Health & Wellness

Can’t Fall Asleep? Take a Bath

A bath or shower 90 minutes before bed can improve your sleep

 Photo: iStock/parinyatk.

 

If you struggle with falling asleep each night, a warm bath or shower can help you get to sleep sooner and improve the quality of your sleep, according to a new US study.

Researchers at the University of Texas at Austin’s Cockrell School of Engineering reviewed more than 5,300 studies looking at sleep quality and bathing and found that bathing or showering one to two hours before bed can help people fall asleep in less time. On average, they found that bathing hastened sleep onset by 10 minutes.

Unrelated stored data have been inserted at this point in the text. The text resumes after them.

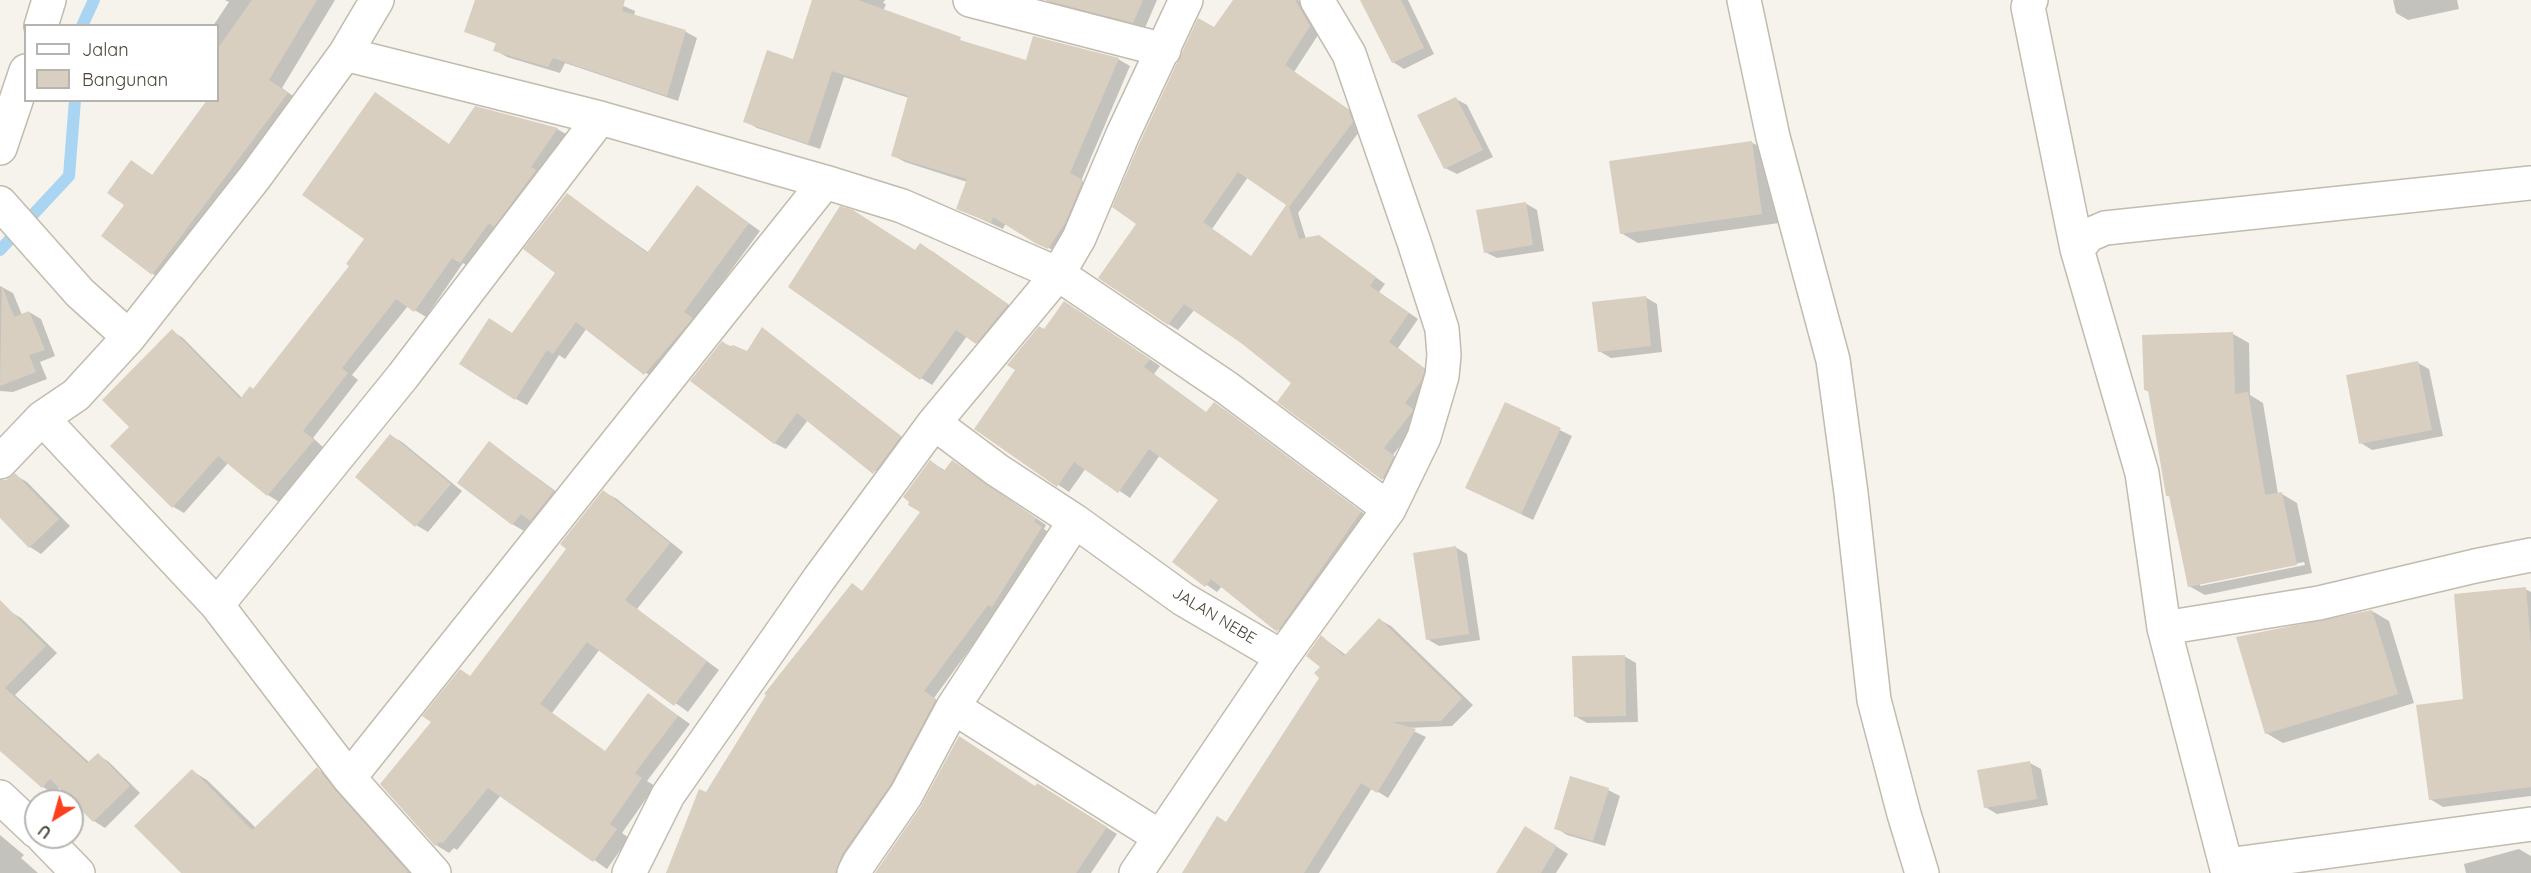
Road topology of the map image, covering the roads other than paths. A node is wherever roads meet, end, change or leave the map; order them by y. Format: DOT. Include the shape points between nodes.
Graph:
graph roads {
  1 [pos="49,0"];
  2 [pos="377,0"];
  3 [pos="970,0"];
  4 [pos="1186,0"];
  5 [pos="1317,0"];
  6 [pos="1744,0"];
  7 [pos="2031,0"];
  8 [pos="42,24"];
  9 [pos="1164,50"];
  10 [pos="345,54"];
  11 [pos="24,77"];
  12 [pos="600,118"];
  13 [pos="0,148"];
  14 [pos="825,182"];
  15 [pos="2531,183"];
  16 [pos="6,209"];
  17 [pos="2077,249"];
  18 [pos="1058,274"];
  19 [pos="129,337"];
  20 [pos="42,418"];
  21 [pos="934,423"];
  22 [pos="0,462"];
  23 [pos="1389,509"];
  24 [pos="1075,521"];
  25 [pos="2531,555"];
  26 [pos="217,605"];
  27 [pos="2164,628"];
  28 [pos="1282,657"];
  29 [pos="953,707"];
  30 [pos="349,777"];
  31 [pos="0,797"];
  32 [pos="24,820"];
  33 [pos="2531,824"];
  34 [pos="1160,837"];
  35 [pos="55,849"];
  36 [pos="2228,869"];
  37 [pos="78,873"];
  38 [pos="434,873"];
  39 [pos="629,873"];
  40 [pos="855,873"];
  41 [pos="1136,873"];
  42 [pos="1922,873"];
  1 -- 8 [label="street"];
  2 -- 10 [label="street"];
  3 -- 9 [label="street"];
  4 -- 9 [label="street"];
  5 -- 23 [label="street" via="1349,54 1442,329 1442,376 1433,407 1424,437"];
  6 -- 42 [label="street" via="1773,137 1833,360 1874,700"];
  7 -- 17 [label="street" via="2028,7"];
  9 -- 18 [label="street" via="1079,238"];
  10 -- 12 [label="street"];
  10 -- 19 [label="street" via="255,177"];
  11 -- 13 [label="street"];
  12 -- 14 [label="street"];
  12 -- 26 [label="street" via="403,376"];
  14 -- 18 [label="street" via="902,206"];
  14 -- 30 [label="street"];
  15 -- 17 [label="street" via="2105,228 2090,235"];
  16 -- 19 [label="street" via="80,293"];
  17 -- 27 [label="street" via="2142,473"];
  18 -- 21 [label="street"];
  18 -- 23 [label="street" via="1227,388"];
  19 -- 20 [label="street" via="76,395"];
  20 -- 22 [label="street"];
  20 -- 26 [label="street"];
  21 -- 24 [label="street, JALAN NEBE"];
  21 -- 39 [label="street" via="668,795"];
  23 -- 28 [label="street"];
  24 -- 28 [label="street, JALAN NEBE" via="1183,599"];
  24 -- 29 [label="street"];
  25 -- 27 [label="street" via="2319,603"];
  26 -- 30 [label="street"];
  27 -- 36 [label="street"];
  28 -- 34 [label="street"];
  29 -- 34 [label="street"];
  29 -- 40 [label="street" via="906,795"];
  30 -- 38 [label="street"];
  31 -- 32 [label="street"];
  33 -- 36 [label="street"];
  34 -- 41 [label="street"];
  35 -- 37 [label="street"];
}
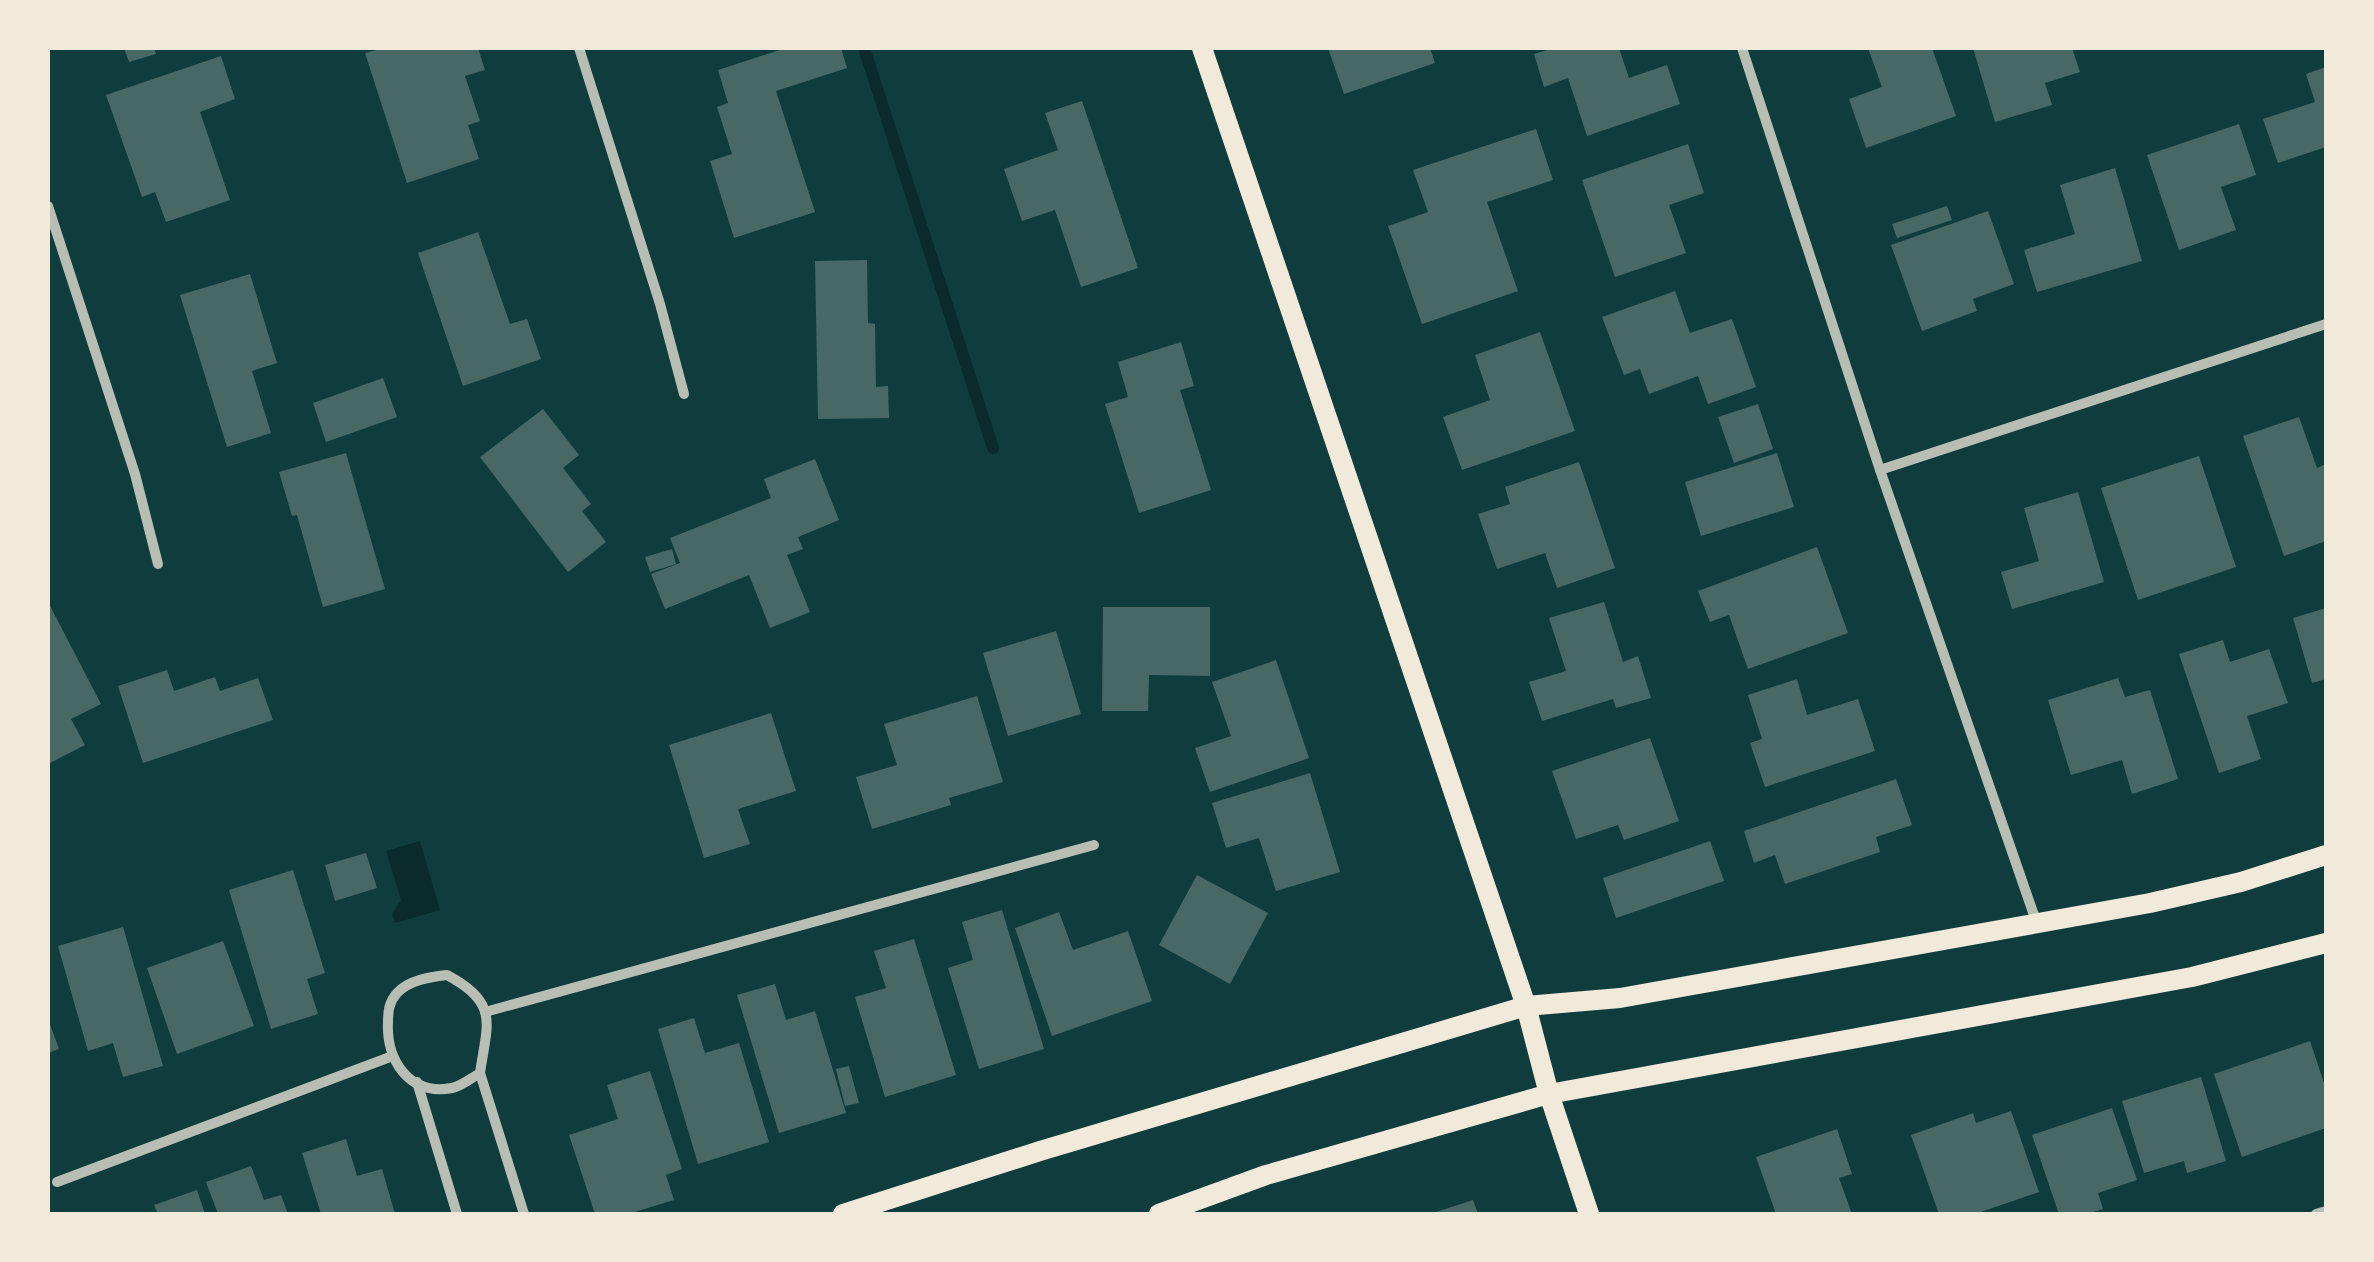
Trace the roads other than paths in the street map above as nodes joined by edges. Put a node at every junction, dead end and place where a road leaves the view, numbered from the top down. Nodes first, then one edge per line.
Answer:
1 (578, 48) edge
2 (1202, 48) edge
3 (1742, 48) edge
4 (48, 206) edge
5 (2326, 324) edge
6 (684, 394) dead end
7 (1880, 470) junction
8 (158, 564) dead end
9 (1094, 845) dead end
10 (2326, 854) edge
11 (2036, 921) junction
12 (2326, 942) edge
13 (1526, 1006) junction
14 (485, 1012) junction
15 (390, 1057) junction
16 (480, 1074) junction
17 (418, 1082) junction
18 (1550, 1094) junction
19 (57, 1182) dead end
20 (2326, 1211) edge
21 (457, 1214) edge
22 (524, 1214) edge
23 (843, 1214) edge
24 (1159, 1214) edge
25 (1589, 1214) edge
26 (2316, 1214) edge

1 - 6 street
2 - 13 main road
3 - 7 street
4 - 8 street
5 - 7 street
7 - 11 street
9 - 14 street
10 - 11 main road
11 - 13 main road
12 - 18 main road
13 - 18 main road
13 - 23 main road
14 - 15 street
14 - 16 street
15 - 17 street
15 - 19 street
16 - 17 street
16 - 22 street
17 - 21 street
18 - 24 main road
18 - 25 main road
20 - 26 street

Researchers say the perfect water temperature is between 40°C and 43°C (104°F to 109°F). If the water is too cold, you won’t sleep as well. So if you like to take cold showers in the summer to cool off, avoid doing so before bed.

Bathing helps you fall asleep by positively affecting your circadian rhythm—your body’s sleep cycle influenced by body temperature, melatonin levels in the brain, and cortisol levels in the blood. (Your body produces cortisol, a stress hormone, when you’re worked up, which why worry can keep you up at night.)

It sounds counterintuitive, but your body actually cools down after a warm bath or shower. That cooling helps you fall asleep sooner. (That’s why it’s important not to keep the heat too high in your room when you’re trying to sleep. Exercising at night also doesn’t help you sleep, since it raises your body temperature.) Researchers found that cooling also improves the quality of sleep, increasing the total time spent asleep and subjects’ perceptions of how well-rested they felt the next day.

The study was published in the journal Sleep Medicine Reviews.